**Activity**.
Among the records below, find the lines with the word "above" and copy them.

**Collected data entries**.

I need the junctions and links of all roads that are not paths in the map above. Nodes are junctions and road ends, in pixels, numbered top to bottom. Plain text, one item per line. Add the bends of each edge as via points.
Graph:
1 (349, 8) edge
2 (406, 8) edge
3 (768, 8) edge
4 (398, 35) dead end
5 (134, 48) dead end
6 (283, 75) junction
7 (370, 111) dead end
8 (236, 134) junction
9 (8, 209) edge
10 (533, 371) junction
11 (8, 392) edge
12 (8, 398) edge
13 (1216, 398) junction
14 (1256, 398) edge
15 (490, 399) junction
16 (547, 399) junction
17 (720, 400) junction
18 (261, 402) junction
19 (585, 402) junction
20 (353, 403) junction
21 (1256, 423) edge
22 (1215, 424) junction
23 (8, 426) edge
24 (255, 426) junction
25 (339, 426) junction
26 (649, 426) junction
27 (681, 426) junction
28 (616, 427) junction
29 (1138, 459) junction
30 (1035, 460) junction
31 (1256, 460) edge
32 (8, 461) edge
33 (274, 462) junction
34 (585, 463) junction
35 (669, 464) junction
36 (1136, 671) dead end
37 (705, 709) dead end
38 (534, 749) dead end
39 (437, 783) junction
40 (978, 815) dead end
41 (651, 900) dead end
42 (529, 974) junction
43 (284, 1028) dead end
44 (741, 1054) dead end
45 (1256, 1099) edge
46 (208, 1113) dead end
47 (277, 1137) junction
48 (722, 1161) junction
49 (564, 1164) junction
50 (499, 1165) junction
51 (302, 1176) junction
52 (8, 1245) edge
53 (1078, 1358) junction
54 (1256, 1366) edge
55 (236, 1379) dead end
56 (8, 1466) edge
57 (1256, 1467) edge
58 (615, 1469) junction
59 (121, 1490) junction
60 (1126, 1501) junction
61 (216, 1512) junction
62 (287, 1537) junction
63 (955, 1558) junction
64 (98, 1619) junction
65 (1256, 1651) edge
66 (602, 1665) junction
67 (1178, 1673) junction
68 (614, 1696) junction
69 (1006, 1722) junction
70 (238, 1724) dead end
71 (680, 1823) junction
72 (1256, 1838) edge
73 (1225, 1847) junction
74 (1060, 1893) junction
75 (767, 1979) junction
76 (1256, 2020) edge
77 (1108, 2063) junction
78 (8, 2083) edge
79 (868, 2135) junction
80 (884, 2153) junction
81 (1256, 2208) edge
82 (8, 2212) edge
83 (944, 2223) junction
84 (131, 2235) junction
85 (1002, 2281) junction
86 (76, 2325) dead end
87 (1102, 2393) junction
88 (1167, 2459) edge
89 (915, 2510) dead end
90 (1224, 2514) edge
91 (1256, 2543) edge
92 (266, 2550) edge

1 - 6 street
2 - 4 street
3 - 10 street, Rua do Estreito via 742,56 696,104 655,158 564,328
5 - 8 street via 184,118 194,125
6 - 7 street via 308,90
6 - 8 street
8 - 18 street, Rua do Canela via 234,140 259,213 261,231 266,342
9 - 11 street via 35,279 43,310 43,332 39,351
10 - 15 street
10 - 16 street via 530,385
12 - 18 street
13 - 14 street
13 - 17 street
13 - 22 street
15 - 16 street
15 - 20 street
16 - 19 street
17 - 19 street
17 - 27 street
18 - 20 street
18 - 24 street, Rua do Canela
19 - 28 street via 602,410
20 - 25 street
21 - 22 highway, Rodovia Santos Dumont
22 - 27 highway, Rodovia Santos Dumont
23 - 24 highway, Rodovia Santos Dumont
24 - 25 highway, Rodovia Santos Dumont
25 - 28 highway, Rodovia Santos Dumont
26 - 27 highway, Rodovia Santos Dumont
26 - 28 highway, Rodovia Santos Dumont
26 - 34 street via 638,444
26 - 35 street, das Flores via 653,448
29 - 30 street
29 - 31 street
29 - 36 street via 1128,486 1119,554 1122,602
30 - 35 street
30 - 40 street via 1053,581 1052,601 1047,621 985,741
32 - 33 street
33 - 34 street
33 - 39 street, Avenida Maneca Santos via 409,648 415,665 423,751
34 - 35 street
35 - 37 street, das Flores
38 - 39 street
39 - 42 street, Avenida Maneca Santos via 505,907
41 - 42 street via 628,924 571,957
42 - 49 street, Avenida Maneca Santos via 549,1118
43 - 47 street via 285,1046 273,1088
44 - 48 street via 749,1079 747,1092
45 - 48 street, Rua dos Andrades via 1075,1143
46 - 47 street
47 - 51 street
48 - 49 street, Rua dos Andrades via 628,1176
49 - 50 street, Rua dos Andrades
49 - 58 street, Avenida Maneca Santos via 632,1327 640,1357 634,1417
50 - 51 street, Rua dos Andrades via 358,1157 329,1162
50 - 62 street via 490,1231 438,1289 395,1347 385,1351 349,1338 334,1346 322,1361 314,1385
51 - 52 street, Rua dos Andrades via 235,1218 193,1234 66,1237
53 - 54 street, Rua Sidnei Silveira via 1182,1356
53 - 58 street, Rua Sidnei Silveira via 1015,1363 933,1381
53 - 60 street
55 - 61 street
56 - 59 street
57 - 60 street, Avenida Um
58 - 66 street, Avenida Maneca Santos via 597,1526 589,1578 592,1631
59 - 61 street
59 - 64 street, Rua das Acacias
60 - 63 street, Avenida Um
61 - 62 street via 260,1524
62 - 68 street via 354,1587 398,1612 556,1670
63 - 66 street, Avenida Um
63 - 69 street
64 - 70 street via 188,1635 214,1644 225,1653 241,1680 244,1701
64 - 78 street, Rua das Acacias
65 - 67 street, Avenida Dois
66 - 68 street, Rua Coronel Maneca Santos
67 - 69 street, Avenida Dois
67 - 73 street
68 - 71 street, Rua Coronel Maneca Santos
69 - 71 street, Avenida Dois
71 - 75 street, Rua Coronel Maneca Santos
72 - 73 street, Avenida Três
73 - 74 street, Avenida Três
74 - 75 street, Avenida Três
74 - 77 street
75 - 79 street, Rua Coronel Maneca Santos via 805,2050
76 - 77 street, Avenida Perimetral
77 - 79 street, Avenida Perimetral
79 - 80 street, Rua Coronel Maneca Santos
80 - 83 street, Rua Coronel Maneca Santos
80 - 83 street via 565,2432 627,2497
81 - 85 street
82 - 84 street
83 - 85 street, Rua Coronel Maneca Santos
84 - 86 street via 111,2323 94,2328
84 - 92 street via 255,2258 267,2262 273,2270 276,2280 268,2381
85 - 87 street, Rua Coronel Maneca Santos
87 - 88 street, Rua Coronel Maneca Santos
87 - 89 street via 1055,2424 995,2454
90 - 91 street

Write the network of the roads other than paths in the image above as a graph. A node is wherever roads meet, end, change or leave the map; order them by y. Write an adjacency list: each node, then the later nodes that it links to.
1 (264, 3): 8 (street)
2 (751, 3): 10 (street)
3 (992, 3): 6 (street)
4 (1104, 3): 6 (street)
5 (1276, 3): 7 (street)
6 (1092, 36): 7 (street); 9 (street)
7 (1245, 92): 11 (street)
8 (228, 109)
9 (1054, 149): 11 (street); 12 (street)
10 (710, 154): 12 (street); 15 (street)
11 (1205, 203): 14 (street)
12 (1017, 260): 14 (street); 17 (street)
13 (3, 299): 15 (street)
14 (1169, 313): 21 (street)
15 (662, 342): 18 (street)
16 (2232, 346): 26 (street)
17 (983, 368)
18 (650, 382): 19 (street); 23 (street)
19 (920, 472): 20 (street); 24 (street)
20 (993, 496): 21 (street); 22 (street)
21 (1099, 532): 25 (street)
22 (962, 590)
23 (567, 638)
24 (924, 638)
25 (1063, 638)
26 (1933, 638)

**Solution to this problem**.
I need the junctions and links of all roads that are not paths in the map above. Nodes are junctions and road ends, in pixels, numbered top to bottom. Plain text, one item per line. Add the bends of each edge as via points.
Write the network of the roads other than paths in the image above as a graph. A node is wherever roads meet, end, change or leave the map; order them by y. Write an adjacency list: each node, then the later nodes that it links to.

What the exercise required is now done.